• _TASK BRIEF_
An exact copy of all the data below is required.

────────────────────────────────────────

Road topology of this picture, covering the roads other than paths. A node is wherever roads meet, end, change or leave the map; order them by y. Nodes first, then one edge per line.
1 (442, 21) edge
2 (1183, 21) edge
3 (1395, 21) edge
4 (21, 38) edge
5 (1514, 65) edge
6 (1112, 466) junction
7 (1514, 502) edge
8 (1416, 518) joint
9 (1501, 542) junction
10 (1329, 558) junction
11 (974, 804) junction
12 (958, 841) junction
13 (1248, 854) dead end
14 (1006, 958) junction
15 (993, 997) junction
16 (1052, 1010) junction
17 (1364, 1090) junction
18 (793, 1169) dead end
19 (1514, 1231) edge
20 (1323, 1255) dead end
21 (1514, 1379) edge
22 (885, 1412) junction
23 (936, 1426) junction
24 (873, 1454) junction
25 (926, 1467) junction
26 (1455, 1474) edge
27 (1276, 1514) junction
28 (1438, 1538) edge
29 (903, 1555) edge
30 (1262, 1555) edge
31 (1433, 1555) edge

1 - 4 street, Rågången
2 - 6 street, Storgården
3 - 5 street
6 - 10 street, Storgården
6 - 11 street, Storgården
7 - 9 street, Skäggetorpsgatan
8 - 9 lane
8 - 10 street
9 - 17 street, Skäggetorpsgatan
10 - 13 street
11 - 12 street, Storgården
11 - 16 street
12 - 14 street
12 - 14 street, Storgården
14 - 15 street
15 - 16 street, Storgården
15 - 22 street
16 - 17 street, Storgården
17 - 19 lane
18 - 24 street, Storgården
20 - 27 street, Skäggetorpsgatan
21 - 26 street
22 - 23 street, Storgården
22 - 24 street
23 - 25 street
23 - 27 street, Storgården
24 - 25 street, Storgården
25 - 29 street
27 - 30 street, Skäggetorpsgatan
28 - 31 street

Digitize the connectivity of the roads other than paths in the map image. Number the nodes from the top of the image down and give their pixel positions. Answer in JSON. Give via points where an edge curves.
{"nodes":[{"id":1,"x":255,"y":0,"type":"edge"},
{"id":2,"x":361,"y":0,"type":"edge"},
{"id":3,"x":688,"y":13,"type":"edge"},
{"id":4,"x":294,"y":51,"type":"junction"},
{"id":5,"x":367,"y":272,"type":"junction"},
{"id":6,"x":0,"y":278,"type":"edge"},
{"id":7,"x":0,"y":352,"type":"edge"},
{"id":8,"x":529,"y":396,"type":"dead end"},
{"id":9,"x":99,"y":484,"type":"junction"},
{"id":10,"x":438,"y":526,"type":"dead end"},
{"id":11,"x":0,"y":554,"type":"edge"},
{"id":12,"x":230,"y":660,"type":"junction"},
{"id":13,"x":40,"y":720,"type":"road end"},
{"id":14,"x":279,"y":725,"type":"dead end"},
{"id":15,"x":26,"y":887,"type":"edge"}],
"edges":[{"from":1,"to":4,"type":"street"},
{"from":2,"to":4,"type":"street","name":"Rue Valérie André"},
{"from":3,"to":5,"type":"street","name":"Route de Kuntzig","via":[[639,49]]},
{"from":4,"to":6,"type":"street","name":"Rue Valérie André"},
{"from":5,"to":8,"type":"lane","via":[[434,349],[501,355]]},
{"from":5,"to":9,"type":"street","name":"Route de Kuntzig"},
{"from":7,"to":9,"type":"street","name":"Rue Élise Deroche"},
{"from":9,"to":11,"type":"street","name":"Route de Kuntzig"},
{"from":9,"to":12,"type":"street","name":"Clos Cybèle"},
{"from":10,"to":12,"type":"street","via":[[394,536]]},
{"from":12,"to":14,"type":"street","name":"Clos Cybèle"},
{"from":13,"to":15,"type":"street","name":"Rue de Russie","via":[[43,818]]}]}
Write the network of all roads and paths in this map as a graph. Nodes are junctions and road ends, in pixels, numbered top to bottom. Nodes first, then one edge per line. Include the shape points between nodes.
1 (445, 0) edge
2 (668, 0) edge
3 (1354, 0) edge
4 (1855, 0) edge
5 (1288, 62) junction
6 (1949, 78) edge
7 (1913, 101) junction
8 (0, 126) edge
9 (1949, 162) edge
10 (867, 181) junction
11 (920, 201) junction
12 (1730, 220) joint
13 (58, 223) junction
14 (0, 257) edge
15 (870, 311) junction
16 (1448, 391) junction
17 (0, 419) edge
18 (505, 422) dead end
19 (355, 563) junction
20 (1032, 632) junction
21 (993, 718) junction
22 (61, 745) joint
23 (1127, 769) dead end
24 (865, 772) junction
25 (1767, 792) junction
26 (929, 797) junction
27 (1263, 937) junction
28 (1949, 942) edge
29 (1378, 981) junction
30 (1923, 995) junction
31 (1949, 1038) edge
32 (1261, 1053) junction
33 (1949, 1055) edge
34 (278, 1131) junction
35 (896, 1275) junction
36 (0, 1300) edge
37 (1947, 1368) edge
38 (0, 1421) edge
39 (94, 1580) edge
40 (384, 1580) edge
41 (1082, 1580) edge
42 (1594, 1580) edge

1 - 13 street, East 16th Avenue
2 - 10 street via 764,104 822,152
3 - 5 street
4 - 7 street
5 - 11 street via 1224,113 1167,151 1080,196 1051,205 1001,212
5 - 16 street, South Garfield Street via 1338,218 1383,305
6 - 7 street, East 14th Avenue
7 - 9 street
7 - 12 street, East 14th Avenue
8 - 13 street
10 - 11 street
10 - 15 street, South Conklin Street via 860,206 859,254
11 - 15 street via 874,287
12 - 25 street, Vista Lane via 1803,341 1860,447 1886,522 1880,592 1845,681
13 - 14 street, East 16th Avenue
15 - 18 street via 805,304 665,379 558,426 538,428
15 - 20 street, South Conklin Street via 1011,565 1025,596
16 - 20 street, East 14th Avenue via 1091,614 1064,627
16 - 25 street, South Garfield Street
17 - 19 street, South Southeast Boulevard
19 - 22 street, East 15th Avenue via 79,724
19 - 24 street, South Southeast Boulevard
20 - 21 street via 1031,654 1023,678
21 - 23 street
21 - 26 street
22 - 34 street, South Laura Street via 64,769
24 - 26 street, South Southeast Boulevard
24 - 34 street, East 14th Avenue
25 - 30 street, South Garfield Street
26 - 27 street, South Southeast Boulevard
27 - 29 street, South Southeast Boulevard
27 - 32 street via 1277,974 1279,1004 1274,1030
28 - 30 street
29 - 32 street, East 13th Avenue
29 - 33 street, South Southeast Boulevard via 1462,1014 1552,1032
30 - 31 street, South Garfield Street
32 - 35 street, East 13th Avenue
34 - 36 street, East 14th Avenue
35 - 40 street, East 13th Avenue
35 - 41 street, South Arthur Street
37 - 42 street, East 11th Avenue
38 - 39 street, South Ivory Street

────────────────────────────────────────

• _EXERCISE RESPONSE_
Road topology of this picture, covering the roads other than paths. A node is wherever roads meet, end, change or leave the map; order them by y. Nodes first, then one edge per line.
1 (442, 21) edge
2 (1183, 21) edge
3 (1395, 21) edge
4 (21, 38) edge
5 (1514, 65) edge
6 (1112, 466) junction
7 (1514, 502) edge
8 (1416, 518) joint
9 (1501, 542) junction
10 (1329, 558) junction
11 (974, 804) junction
12 (958, 841) junction
13 (1248, 854) dead end
14 (1006, 958) junction
15 (993, 997) junction
16 (1052, 1010) junction
17 (1364, 1090) junction
18 (793, 1169) dead end
19 (1514, 1231) edge
20 (1323, 1255) dead end
21 (1514, 1379) edge
22 (885, 1412) junction
23 (936, 1426) junction
24 (873, 1454) junction
25 (926, 1467) junction
26 (1455, 1474) edge
27 (1276, 1514) junction
28 (1438, 1538) edge
29 (903, 1555) edge
30 (1262, 1555) edge
31 (1433, 1555) edge

1 - 4 street, Rågången
2 - 6 street, Storgården
3 - 5 street
6 - 10 street, Storgården
6 - 11 street, Storgården
7 - 9 street, Skäggetorpsgatan
8 - 9 lane
8 - 10 street
9 - 17 street, Skäggetorpsgatan
10 - 13 street
11 - 12 street, Storgården
11 - 16 street
12 - 14 street
12 - 14 street, Storgården
14 - 15 street
15 - 16 street, Storgården
15 - 22 street
16 - 17 street, Storgården
17 - 19 lane
18 - 24 street, Storgården
20 - 27 street, Skäggetorpsgatan
21 - 26 street
22 - 23 street, Storgården
22 - 24 street
23 - 25 street
23 - 27 street, Storgården
24 - 25 street, Storgården
25 - 29 street
27 - 30 street, Skäggetorpsgatan
28 - 31 street

Digitize the connectivity of the roads other than paths in the map image. Number the nodes from the top of the image down and give their pixel positions. Answer in JSON. Give via points where an edge curves.
{"nodes":[{"id":1,"x":255,"y":0,"type":"edge"},
{"id":2,"x":361,"y":0,"type":"edge"},
{"id":3,"x":688,"y":13,"type":"edge"},
{"id":4,"x":294,"y":51,"type":"junction"},
{"id":5,"x":367,"y":272,"type":"junction"},
{"id":6,"x":0,"y":278,"type":"edge"},
{"id":7,"x":0,"y":352,"type":"edge"},
{"id":8,"x":529,"y":396,"type":"dead end"},
{"id":9,"x":99,"y":484,"type":"junction"},
{"id":10,"x":438,"y":526,"type":"dead end"},
{"id":11,"x":0,"y":554,"type":"edge"},
{"id":12,"x":230,"y":660,"type":"junction"},
{"id":13,"x":40,"y":720,"type":"road end"},
{"id":14,"x":279,"y":725,"type":"dead end"},
{"id":15,"x":26,"y":887,"type":"edge"}],
"edges":[{"from":1,"to":4,"type":"street"},
{"from":2,"to":4,"type":"street","name":"Rue Valérie André"},
{"from":3,"to":5,"type":"street","name":"Route de Kuntzig","via":[[639,49]]},
{"from":4,"to":6,"type":"street","name":"Rue Valérie André"},
{"from":5,"to":8,"type":"lane","via":[[434,349],[501,355]]},
{"from":5,"to":9,"type":"street","name":"Route de Kuntzig"},
{"from":7,"to":9,"type":"street","name":"Rue Élise Deroche"},
{"from":9,"to":11,"type":"street","name":"Route de Kuntzig"},
{"from":9,"to":12,"type":"street","name":"Clos Cybèle"},
{"from":10,"to":12,"type":"street","via":[[394,536]]},
{"from":12,"to":14,"type":"street","name":"Clos Cybèle"},
{"from":13,"to":15,"type":"street","name":"Rue de Russie","via":[[43,818]]}]}
Write the network of all roads and paths in this map as a graph. Nodes are junctions and road ends, in pixels, numbered top to bottom. Nodes first, then one edge per line. Include the shape points between nodes.
1 (445, 0) edge
2 (668, 0) edge
3 (1354, 0) edge
4 (1855, 0) edge
5 (1288, 62) junction
6 (1949, 78) edge
7 (1913, 101) junction
8 (0, 126) edge
9 (1949, 162) edge
10 (867, 181) junction
11 (920, 201) junction
12 (1730, 220) joint
13 (58, 223) junction
14 (0, 257) edge
15 (870, 311) junction
16 (1448, 391) junction
17 (0, 419) edge
18 (505, 422) dead end
19 (355, 563) junction
20 (1032, 632) junction
21 (993, 718) junction
22 (61, 745) joint
23 (1127, 769) dead end
24 (865, 772) junction
25 (1767, 792) junction
26 (929, 797) junction
27 (1263, 937) junction
28 (1949, 942) edge
29 (1378, 981) junction
30 (1923, 995) junction
31 (1949, 1038) edge
32 (1261, 1053) junction
33 (1949, 1055) edge
34 (278, 1131) junction
35 (896, 1275) junction
36 (0, 1300) edge
37 (1947, 1368) edge
38 (0, 1421) edge
39 (94, 1580) edge
40 (384, 1580) edge
41 (1082, 1580) edge
42 (1594, 1580) edge

1 - 13 street, East 16th Avenue
2 - 10 street via 764,104 822,152
3 - 5 street
4 - 7 street
5 - 11 street via 1224,113 1167,151 1080,196 1051,205 1001,212
5 - 16 street, South Garfield Street via 1338,218 1383,305
6 - 7 street, East 14th Avenue
7 - 9 street
7 - 12 street, East 14th Avenue
8 - 13 street
10 - 11 street
10 - 15 street, South Conklin Street via 860,206 859,254
11 - 15 street via 874,287
12 - 25 street, Vista Lane via 1803,341 1860,447 1886,522 1880,592 1845,681
13 - 14 street, East 16th Avenue
15 - 18 street via 805,304 665,379 558,426 538,428
15 - 20 street, South Conklin Street via 1011,565 1025,596
16 - 20 street, East 14th Avenue via 1091,614 1064,627
16 - 25 street, South Garfield Street
17 - 19 street, South Southeast Boulevard
19 - 22 street, East 15th Avenue via 79,724
19 - 24 street, South Southeast Boulevard
20 - 21 street via 1031,654 1023,678
21 - 23 street
21 - 26 street
22 - 34 street, South Laura Street via 64,769
24 - 26 street, South Southeast Boulevard
24 - 34 street, East 14th Avenue
25 - 30 street, South Garfield Street
26 - 27 street, South Southeast Boulevard
27 - 29 street, South Southeast Boulevard
27 - 32 street via 1277,974 1279,1004 1274,1030
28 - 30 street
29 - 32 street, East 13th Avenue
29 - 33 street, South Southeast Boulevard via 1462,1014 1552,1032
30 - 31 street, South Garfield Street
32 - 35 street, East 13th Avenue
34 - 36 street, East 14th Avenue
35 - 40 street, East 13th Avenue
35 - 41 street, South Arthur Street
37 - 42 street, East 11th Avenue
38 - 39 street, South Ivory Street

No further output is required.